Saved entries:
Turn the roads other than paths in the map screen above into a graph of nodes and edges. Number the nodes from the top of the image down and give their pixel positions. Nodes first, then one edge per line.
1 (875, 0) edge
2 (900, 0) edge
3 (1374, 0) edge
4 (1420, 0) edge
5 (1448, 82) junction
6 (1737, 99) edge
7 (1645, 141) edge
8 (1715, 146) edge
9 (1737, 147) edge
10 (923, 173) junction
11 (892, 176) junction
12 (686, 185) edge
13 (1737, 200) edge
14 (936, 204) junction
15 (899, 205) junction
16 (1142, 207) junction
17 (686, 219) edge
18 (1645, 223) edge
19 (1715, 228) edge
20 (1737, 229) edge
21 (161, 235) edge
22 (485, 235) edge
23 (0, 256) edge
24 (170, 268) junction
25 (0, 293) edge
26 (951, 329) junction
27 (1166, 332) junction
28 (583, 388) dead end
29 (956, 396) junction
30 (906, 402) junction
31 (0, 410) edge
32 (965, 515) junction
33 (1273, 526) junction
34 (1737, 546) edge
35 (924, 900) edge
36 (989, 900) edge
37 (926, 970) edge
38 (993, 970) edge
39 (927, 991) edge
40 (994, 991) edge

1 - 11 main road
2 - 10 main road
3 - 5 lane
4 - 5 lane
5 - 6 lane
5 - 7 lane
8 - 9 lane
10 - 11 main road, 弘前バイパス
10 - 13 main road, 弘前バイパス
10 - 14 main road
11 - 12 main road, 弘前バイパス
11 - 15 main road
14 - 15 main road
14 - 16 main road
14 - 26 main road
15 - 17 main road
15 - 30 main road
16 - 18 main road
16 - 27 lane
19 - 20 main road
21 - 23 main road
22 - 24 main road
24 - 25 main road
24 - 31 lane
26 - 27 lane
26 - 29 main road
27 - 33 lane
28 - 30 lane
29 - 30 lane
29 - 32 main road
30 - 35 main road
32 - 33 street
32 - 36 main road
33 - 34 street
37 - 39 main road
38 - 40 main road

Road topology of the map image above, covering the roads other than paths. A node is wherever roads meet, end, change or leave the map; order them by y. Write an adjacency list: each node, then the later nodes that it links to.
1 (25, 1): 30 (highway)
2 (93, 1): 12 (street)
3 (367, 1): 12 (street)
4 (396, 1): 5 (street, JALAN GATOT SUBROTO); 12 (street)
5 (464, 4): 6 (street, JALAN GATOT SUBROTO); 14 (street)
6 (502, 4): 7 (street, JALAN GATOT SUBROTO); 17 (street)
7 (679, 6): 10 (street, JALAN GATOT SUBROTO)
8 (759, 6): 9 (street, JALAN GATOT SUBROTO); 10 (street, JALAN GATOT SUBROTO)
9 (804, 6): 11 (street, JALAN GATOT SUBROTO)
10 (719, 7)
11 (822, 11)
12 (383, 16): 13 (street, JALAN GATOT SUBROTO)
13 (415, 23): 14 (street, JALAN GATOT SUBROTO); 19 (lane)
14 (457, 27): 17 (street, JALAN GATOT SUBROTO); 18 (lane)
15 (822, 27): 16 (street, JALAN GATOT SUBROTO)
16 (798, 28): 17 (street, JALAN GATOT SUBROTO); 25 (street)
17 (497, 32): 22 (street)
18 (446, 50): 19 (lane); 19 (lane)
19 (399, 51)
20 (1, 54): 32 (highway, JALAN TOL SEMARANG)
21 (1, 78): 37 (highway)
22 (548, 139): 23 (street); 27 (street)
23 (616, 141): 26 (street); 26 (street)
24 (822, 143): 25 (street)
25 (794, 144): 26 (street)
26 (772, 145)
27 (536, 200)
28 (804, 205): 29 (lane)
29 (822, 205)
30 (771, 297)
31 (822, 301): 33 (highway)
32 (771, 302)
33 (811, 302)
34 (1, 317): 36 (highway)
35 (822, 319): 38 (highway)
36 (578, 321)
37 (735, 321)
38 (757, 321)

Exercise:
Look through the entries and return each line that has the word "highway" in it.

Answer section:
1 (25, 1): 30 (highway)
20 (1, 54): 32 (highway, JALAN TOL SEMARANG)
21 (1, 78): 37 (highway)
31 (822, 301): 33 (highway)
34 (1, 317): 36 (highway)
35 (822, 319): 38 (highway)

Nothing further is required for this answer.